→ BRIEF
Write the data below out exactly as it stands. Do not include the pictures.

→ DATA TO EXAMINE
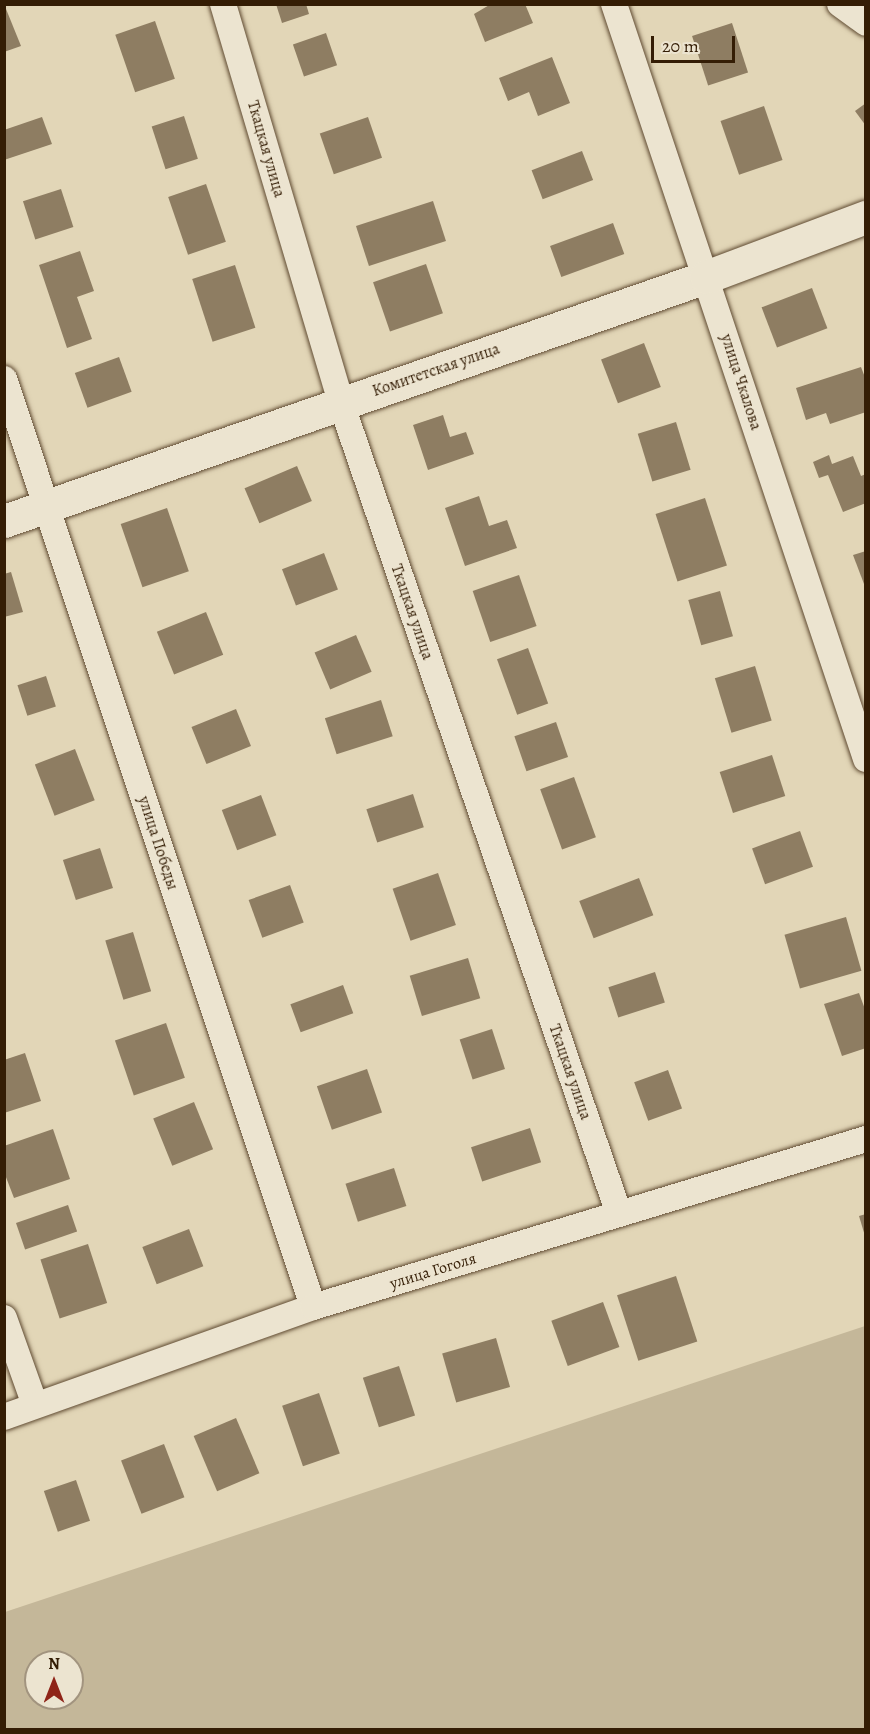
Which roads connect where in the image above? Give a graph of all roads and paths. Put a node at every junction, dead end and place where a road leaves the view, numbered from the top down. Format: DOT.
graph roads {
  1 [pos="223,4"];
  2 [pos="614,4"];
  3 [pos="840,4"];
  4 [pos="866,23"];
  5 [pos="866,217"];
  6 [pos="706,277"];
  7 [pos="4,379"];
  8 [pos="341,403"];
  9 [pos="45,506"];
  10 [pos="4,521"];
  11 [pos="866,759"];
  12 [pos="866,1139"];
  13 [pos="619,1214"];
  14 [pos="313,1307"];
  15 [pos="4,1318"];
  16 [pos="35,1405"];
  17 [pos="4,1417"];
  1 -- 8 [label="street, Ткацкая улица"];
  2 -- 6 [label="street, улица Чкалова"];
  3 -- 4 [label="street"];
  5 -- 6 [label="street, Комитетская улица"];
  6 -- 8 [label="street, Комитетская улица"];
  6 -- 11 [label="street, улица Чкалова"];
  7 -- 9 [label="street, улица Победы"];
  8 -- 9 [label="street, Комитетская улица"];
  8 -- 13 [label="street, Ткацкая улица"];
  9 -- 10 [label="street, Комитетская улица"];
  9 -- 14 [label="street, улица Победы"];
  12 -- 13 [label="street, улица Гоголя"];
  13 -- 14 [label="street, улица Гоголя"];
  14 -- 16 [label="street, улица Гоголя"];
  15 -- 16 [label="street"];
  16 -- 17 [label="street, улица Гоголя"];
}
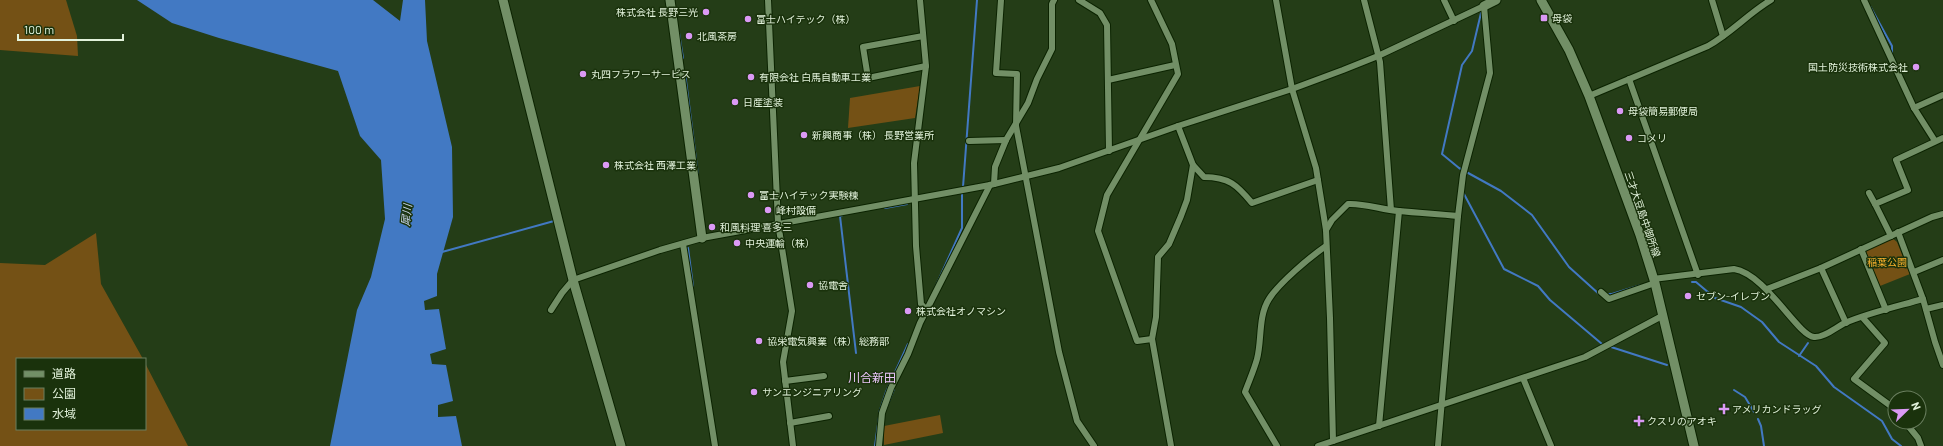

→ EXERCISE RESPONSE
Which roads connect where in the image above? Give a graph of all roads and paths. Put a node at every junction, dead end and place where a road leaves the view, numbered from the top down. Format: DOT.
graph roads {
  1 [pos="223,4"];
  2 [pos="614,4"];
  3 [pos="840,4"];
  4 [pos="866,23"];
  5 [pos="866,217"];
  6 [pos="706,277"];
  7 [pos="4,379"];
  8 [pos="341,403"];
  9 [pos="45,506"];
  10 [pos="4,521"];
  11 [pos="866,759"];
  12 [pos="866,1139"];
  13 [pos="619,1214"];
  14 [pos="313,1307"];
  15 [pos="4,1318"];
  16 [pos="35,1405"];
  17 [pos="4,1417"];
  1 -- 8 [label="street, Ткацкая улица"];
  2 -- 6 [label="street, улица Чкалова"];
  3 -- 4 [label="street"];
  5 -- 6 [label="street, Комитетская улица"];
  6 -- 8 [label="street, Комитетская улица"];
  6 -- 11 [label="street, улица Чкалова"];
  7 -- 9 [label="street, улица Победы"];
  8 -- 9 [label="street, Комитетская улица"];
  8 -- 13 [label="street, Ткацкая улица"];
  9 -- 10 [label="street, Комитетская улица"];
  9 -- 14 [label="street, улица Победы"];
  12 -- 13 [label="street, улица Гоголя"];
  13 -- 14 [label="street, улица Гоголя"];
  14 -- 16 [label="street, улица Гоголя"];
  15 -- 16 [label="street"];
  16 -- 17 [label="street, улица Гоголя"];
}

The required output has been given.